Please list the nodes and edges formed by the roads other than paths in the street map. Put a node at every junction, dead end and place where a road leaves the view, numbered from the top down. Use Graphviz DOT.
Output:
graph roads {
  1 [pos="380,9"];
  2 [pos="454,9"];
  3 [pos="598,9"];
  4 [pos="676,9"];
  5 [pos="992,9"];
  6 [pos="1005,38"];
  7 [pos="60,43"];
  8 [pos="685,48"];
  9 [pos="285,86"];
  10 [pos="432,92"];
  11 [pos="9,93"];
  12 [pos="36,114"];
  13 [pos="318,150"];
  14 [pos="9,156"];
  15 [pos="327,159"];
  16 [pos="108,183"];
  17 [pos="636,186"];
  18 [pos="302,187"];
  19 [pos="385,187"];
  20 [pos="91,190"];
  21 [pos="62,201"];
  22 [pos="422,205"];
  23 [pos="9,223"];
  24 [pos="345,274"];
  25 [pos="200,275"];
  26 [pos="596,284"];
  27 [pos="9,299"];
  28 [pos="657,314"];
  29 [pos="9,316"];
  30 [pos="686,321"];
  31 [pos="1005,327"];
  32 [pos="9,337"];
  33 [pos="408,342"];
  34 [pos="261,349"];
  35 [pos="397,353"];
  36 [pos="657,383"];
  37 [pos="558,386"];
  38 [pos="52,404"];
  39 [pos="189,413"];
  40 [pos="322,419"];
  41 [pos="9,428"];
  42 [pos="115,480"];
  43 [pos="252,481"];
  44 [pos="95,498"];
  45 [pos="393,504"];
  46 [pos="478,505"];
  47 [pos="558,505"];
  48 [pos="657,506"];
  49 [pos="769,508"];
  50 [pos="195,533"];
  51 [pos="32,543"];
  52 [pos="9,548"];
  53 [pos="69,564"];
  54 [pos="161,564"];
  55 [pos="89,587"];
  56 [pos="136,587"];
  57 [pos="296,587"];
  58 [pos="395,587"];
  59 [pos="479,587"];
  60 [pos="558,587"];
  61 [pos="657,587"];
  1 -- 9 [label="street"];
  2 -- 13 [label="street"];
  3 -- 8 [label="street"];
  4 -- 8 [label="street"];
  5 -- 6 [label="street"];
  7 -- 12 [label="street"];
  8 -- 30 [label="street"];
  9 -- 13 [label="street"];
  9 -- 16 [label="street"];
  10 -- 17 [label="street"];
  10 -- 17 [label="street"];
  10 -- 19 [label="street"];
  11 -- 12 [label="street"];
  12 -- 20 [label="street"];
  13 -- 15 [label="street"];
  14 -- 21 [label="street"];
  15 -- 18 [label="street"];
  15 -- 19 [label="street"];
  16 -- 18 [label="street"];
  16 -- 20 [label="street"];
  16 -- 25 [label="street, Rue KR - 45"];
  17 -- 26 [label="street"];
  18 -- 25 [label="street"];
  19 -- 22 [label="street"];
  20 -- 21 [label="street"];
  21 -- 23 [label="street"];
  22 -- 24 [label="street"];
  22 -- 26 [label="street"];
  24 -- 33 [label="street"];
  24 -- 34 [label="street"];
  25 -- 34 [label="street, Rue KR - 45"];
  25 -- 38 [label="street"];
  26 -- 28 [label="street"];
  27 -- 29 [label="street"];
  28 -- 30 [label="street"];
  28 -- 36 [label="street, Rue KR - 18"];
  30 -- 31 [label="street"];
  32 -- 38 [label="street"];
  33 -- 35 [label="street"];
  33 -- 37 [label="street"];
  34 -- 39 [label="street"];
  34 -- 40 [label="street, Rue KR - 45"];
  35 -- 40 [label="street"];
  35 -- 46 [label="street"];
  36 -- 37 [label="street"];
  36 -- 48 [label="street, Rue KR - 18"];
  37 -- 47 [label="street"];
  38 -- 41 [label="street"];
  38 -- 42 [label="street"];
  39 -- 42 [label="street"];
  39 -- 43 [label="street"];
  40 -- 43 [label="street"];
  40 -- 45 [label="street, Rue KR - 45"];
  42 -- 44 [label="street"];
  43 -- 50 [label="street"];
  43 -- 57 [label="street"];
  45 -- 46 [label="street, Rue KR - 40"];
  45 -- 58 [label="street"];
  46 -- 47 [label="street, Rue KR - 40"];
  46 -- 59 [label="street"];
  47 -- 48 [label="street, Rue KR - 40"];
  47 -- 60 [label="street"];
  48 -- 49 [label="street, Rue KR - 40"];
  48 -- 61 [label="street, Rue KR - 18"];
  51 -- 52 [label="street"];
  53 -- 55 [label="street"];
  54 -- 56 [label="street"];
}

WORK REQUEST
In full and without change, transcribe the entries.

ANSWER
Please list the nodes and edges formed by the roads other than paths in the street map. Put a node at every junction, dead end and place where a road leaves the view, numbered from the top down. Use Graphviz DOT.
Output:
graph roads {
  1 [pos="380,9"];
  2 [pos="454,9"];
  3 [pos="598,9"];
  4 [pos="676,9"];
  5 [pos="992,9"];
  6 [pos="1005,38"];
  7 [pos="60,43"];
  8 [pos="685,48"];
  9 [pos="285,86"];
  10 [pos="432,92"];
  11 [pos="9,93"];
  12 [pos="36,114"];
  13 [pos="318,150"];
  14 [pos="9,156"];
  15 [pos="327,159"];
  16 [pos="108,183"];
  17 [pos="636,186"];
  18 [pos="302,187"];
  19 [pos="385,187"];
  20 [pos="91,190"];
  21 [pos="62,201"];
  22 [pos="422,205"];
  23 [pos="9,223"];
  24 [pos="345,274"];
  25 [pos="200,275"];
  26 [pos="596,284"];
  27 [pos="9,299"];
  28 [pos="657,314"];
  29 [pos="9,316"];
  30 [pos="686,321"];
  31 [pos="1005,327"];
  32 [pos="9,337"];
  33 [pos="408,342"];
  34 [pos="261,349"];
  35 [pos="397,353"];
  36 [pos="657,383"];
  37 [pos="558,386"];
  38 [pos="52,404"];
  39 [pos="189,413"];
  40 [pos="322,419"];
  41 [pos="9,428"];
  42 [pos="115,480"];
  43 [pos="252,481"];
  44 [pos="95,498"];
  45 [pos="393,504"];
  46 [pos="478,505"];
  47 [pos="558,505"];
  48 [pos="657,506"];
  49 [pos="769,508"];
  50 [pos="195,533"];
  51 [pos="32,543"];
  52 [pos="9,548"];
  53 [pos="69,564"];
  54 [pos="161,564"];
  55 [pos="89,587"];
  56 [pos="136,587"];
  57 [pos="296,587"];
  58 [pos="395,587"];
  59 [pos="479,587"];
  60 [pos="558,587"];
  61 [pos="657,587"];
  1 -- 9 [label="street"];
  2 -- 13 [label="street"];
  3 -- 8 [label="street"];
  4 -- 8 [label="street"];
  5 -- 6 [label="street"];
  7 -- 12 [label="street"];
  8 -- 30 [label="street"];
  9 -- 13 [label="street"];
  9 -- 16 [label="street"];
  10 -- 17 [label="street"];
  10 -- 17 [label="street"];
  10 -- 19 [label="street"];
  11 -- 12 [label="street"];
  12 -- 20 [label="street"];
  13 -- 15 [label="street"];
  14 -- 21 [label="street"];
  15 -- 18 [label="street"];
  15 -- 19 [label="street"];
  16 -- 18 [label="street"];
  16 -- 20 [label="street"];
  16 -- 25 [label="street, Rue KR - 45"];
  17 -- 26 [label="street"];
  18 -- 25 [label="street"];
  19 -- 22 [label="street"];
  20 -- 21 [label="street"];
  21 -- 23 [label="street"];
  22 -- 24 [label="street"];
  22 -- 26 [label="street"];
  24 -- 33 [label="street"];
  24 -- 34 [label="street"];
  25 -- 34 [label="street, Rue KR - 45"];
  25 -- 38 [label="street"];
  26 -- 28 [label="street"];
  27 -- 29 [label="street"];
  28 -- 30 [label="street"];
  28 -- 36 [label="street, Rue KR - 18"];
  30 -- 31 [label="street"];
  32 -- 38 [label="street"];
  33 -- 35 [label="street"];
  33 -- 37 [label="street"];
  34 -- 39 [label="street"];
  34 -- 40 [label="street, Rue KR - 45"];
  35 -- 40 [label="street"];
  35 -- 46 [label="street"];
  36 -- 37 [label="street"];
  36 -- 48 [label="street, Rue KR - 18"];
  37 -- 47 [label="street"];
  38 -- 41 [label="street"];
  38 -- 42 [label="street"];
  39 -- 42 [label="street"];
  39 -- 43 [label="street"];
  40 -- 43 [label="street"];
  40 -- 45 [label="street, Rue KR - 45"];
  42 -- 44 [label="street"];
  43 -- 50 [label="street"];
  43 -- 57 [label="street"];
  45 -- 46 [label="street, Rue KR - 40"];
  45 -- 58 [label="street"];
  46 -- 47 [label="street, Rue KR - 40"];
  46 -- 59 [label="street"];
  47 -- 48 [label="street, Rue KR - 40"];
  47 -- 60 [label="street"];
  48 -- 49 [label="street, Rue KR - 40"];
  48 -- 61 [label="street, Rue KR - 18"];
  51 -- 52 [label="street"];
  53 -- 55 [label="street"];
  54 -- 56 [label="street"];
}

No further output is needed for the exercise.